Problem details: Lines from the one containing "Please list the" to the end of the data below are to be restated exactly, with both ends included and nothing else.

============================================================

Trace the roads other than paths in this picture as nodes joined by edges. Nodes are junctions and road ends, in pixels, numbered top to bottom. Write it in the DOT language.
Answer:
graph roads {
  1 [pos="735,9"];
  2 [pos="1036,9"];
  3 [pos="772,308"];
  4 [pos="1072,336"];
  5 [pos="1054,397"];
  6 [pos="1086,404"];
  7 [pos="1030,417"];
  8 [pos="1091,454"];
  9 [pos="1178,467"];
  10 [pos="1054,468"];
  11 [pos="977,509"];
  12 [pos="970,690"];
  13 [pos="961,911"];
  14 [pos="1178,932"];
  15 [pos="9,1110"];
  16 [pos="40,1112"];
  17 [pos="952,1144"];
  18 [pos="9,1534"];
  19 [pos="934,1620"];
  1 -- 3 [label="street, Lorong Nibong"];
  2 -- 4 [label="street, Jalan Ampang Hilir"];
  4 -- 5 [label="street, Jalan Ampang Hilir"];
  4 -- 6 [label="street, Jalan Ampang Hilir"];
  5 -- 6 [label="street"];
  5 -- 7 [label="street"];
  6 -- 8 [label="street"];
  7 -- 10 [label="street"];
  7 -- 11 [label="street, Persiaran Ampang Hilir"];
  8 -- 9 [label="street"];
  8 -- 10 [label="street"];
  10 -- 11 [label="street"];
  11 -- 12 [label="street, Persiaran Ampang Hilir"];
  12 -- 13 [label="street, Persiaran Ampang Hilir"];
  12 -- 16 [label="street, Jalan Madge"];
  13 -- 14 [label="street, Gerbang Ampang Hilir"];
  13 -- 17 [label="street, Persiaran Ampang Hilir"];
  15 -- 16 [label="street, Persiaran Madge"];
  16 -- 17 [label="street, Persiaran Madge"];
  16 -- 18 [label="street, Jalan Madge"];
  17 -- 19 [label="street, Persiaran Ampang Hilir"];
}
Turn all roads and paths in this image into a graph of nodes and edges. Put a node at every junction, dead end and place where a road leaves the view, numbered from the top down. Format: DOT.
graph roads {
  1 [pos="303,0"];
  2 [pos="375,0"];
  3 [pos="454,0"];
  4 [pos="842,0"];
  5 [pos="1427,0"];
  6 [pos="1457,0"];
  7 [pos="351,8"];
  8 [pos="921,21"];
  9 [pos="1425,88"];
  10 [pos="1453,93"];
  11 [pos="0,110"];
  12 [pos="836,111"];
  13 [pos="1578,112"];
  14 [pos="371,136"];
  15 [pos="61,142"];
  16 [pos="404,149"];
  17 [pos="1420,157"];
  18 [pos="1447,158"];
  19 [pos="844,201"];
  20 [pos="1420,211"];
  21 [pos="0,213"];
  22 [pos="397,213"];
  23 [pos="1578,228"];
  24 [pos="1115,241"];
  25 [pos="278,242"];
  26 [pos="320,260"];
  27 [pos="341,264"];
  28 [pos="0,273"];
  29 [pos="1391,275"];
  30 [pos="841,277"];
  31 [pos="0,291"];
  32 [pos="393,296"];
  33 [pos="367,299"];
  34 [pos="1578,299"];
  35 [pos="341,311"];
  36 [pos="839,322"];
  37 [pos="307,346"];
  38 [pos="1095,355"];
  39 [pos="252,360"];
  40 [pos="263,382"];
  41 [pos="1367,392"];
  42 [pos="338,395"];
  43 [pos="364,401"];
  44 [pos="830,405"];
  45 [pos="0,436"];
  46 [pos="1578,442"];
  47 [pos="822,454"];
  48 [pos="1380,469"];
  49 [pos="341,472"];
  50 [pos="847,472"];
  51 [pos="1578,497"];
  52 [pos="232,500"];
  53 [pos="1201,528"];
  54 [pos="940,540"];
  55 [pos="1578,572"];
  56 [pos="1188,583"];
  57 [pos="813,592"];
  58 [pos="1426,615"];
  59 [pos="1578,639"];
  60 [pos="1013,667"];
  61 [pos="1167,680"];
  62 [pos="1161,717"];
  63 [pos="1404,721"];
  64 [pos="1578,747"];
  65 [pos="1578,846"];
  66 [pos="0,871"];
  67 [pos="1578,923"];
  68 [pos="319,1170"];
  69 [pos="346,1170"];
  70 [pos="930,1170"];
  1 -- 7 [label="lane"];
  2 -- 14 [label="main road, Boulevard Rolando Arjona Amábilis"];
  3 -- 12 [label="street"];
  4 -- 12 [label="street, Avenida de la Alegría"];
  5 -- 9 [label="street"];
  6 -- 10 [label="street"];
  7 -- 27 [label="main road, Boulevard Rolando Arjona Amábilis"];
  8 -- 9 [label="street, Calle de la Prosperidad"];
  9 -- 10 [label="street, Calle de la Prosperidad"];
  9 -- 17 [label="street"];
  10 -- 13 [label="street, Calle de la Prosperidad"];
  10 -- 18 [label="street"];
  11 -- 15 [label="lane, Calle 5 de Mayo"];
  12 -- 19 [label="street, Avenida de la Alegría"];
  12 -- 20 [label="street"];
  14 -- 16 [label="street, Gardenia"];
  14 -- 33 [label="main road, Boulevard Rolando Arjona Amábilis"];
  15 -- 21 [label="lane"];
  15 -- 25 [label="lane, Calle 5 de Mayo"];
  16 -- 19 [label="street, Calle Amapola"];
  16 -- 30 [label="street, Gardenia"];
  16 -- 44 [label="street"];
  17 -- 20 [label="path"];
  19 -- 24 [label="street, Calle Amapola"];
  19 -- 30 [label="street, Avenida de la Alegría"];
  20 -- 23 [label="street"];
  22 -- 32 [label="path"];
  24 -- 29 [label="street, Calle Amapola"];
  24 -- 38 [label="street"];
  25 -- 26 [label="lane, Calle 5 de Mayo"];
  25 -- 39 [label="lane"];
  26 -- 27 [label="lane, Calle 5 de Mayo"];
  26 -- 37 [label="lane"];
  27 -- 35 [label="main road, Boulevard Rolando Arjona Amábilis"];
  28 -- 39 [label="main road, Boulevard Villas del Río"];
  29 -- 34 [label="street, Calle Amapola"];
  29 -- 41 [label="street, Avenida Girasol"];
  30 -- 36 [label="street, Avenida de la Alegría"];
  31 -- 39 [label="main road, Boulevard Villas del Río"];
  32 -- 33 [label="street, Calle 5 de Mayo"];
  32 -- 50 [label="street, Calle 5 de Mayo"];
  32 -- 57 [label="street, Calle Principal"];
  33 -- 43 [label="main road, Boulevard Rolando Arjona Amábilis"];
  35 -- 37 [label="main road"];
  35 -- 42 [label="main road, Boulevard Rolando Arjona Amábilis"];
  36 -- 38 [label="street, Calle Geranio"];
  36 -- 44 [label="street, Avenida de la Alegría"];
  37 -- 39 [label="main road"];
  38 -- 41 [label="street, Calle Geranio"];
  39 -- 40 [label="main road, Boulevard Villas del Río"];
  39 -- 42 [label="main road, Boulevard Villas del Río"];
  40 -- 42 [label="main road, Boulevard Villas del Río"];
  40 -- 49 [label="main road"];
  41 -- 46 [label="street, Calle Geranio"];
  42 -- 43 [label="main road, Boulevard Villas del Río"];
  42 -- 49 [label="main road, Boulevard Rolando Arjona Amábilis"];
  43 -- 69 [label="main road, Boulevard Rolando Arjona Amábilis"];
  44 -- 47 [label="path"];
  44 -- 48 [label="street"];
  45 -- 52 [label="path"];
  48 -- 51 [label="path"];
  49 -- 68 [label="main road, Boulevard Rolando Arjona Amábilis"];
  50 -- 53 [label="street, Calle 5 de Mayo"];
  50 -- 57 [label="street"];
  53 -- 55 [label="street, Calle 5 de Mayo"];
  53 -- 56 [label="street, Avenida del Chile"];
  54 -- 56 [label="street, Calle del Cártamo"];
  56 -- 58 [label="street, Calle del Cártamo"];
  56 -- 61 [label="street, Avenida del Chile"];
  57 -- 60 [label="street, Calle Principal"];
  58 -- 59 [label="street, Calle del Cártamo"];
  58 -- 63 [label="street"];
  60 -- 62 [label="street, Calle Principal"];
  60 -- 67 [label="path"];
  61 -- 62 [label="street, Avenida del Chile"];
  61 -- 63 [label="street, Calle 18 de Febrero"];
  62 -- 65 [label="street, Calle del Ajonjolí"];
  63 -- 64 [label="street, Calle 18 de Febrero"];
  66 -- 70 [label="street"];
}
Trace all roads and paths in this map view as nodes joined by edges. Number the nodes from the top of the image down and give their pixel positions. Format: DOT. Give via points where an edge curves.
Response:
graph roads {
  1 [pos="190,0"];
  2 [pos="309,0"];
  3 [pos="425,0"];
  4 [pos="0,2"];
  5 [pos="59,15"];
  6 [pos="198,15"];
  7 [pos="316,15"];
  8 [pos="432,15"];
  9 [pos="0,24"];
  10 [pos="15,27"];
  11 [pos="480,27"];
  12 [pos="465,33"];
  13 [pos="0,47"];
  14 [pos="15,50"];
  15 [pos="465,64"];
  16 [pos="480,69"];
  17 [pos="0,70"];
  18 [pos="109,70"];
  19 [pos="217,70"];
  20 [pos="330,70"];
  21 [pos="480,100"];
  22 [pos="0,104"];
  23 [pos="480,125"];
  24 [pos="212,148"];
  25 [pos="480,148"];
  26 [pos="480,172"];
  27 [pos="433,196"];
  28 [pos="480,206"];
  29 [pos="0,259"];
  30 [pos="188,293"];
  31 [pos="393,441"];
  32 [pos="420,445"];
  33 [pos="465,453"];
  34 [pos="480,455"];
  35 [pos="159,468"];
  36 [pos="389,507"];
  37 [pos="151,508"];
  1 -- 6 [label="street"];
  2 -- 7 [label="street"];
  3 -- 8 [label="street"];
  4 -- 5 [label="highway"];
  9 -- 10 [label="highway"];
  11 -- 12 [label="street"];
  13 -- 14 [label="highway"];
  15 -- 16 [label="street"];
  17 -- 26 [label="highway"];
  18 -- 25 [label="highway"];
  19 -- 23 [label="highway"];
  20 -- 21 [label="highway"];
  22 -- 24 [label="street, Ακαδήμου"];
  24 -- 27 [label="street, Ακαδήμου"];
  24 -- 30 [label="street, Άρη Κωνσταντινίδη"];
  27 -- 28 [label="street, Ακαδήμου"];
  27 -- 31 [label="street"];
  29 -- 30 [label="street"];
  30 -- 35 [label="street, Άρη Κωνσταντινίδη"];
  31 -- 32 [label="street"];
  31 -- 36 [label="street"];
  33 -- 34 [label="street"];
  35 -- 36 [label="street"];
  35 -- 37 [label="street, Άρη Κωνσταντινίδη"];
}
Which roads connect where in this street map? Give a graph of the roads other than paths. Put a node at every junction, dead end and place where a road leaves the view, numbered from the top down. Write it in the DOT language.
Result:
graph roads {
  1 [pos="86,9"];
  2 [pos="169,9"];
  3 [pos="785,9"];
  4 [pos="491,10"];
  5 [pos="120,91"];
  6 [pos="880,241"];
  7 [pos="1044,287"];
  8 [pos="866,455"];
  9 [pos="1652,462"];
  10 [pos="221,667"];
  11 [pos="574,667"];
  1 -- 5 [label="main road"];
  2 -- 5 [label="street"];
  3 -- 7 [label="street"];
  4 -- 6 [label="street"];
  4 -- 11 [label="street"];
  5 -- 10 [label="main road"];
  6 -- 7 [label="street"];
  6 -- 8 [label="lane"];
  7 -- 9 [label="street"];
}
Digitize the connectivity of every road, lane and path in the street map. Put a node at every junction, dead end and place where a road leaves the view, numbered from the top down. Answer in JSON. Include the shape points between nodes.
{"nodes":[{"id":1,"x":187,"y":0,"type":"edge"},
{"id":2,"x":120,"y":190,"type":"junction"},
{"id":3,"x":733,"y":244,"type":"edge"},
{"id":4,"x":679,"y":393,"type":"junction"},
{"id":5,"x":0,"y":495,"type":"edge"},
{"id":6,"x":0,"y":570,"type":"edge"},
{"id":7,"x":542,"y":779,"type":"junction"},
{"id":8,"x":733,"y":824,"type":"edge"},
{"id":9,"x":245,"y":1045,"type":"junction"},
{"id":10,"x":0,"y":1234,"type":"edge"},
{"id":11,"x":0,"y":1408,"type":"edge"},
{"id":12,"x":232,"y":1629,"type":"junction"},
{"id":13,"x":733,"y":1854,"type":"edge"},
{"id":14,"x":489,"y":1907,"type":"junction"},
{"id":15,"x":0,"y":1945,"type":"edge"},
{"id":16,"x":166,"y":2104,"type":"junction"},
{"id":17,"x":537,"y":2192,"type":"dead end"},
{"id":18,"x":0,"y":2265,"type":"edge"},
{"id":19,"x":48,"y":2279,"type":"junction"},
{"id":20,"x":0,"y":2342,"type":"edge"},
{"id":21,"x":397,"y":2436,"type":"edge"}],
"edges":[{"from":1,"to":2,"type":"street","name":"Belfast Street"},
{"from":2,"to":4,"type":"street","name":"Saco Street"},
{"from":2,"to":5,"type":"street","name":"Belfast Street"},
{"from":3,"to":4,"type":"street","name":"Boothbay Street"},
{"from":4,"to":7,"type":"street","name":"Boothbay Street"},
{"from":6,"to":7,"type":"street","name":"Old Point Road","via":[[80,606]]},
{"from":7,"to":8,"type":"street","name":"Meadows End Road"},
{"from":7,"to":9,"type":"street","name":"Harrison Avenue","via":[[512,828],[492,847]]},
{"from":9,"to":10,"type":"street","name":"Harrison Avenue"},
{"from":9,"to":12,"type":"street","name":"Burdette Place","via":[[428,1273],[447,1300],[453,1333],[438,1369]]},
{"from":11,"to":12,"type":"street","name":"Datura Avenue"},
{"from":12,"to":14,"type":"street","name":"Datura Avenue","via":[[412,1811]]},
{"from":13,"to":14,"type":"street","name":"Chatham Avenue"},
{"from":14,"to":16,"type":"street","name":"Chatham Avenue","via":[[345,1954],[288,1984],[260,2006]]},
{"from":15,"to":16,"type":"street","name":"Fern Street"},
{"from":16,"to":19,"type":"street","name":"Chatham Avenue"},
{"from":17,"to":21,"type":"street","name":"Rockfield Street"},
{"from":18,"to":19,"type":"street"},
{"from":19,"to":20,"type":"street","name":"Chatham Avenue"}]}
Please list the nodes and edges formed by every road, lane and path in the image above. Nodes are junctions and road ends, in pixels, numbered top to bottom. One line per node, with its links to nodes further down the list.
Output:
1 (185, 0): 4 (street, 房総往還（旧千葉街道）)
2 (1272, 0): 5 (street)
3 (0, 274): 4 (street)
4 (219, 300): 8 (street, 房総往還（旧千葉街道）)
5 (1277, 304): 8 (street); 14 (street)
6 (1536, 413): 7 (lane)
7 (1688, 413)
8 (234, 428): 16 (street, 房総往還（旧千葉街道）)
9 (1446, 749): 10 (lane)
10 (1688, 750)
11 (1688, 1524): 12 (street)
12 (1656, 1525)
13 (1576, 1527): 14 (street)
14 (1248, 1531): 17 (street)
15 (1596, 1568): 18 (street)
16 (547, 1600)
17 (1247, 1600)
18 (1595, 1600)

============================================================

Solution:
Please list the nodes and edges formed by every road, lane and path in the image above. Nodes are junctions and road ends, in pixels, numbered top to bottom. One line per node, with its links to nodes further down the list.
Output:
1 (185, 0): 4 (street, 房総往還（旧千葉街道）)
2 (1272, 0): 5 (street)
3 (0, 274): 4 (street)
4 (219, 300): 8 (street, 房総往還（旧千葉街道）)
5 (1277, 304): 8 (street); 14 (street)
6 (1536, 413): 7 (lane)
7 (1688, 413)
8 (234, 428): 16 (street, 房総往還（旧千葉街道）)
9 (1446, 749): 10 (lane)
10 (1688, 750)
11 (1688, 1524): 12 (street)
12 (1656, 1525)
13 (1576, 1527): 14 (street)
14 (1248, 1531): 17 (street)
15 (1596, 1568): 18 (street)
16 (547, 1600)
17 (1247, 1600)
18 (1595, 1600)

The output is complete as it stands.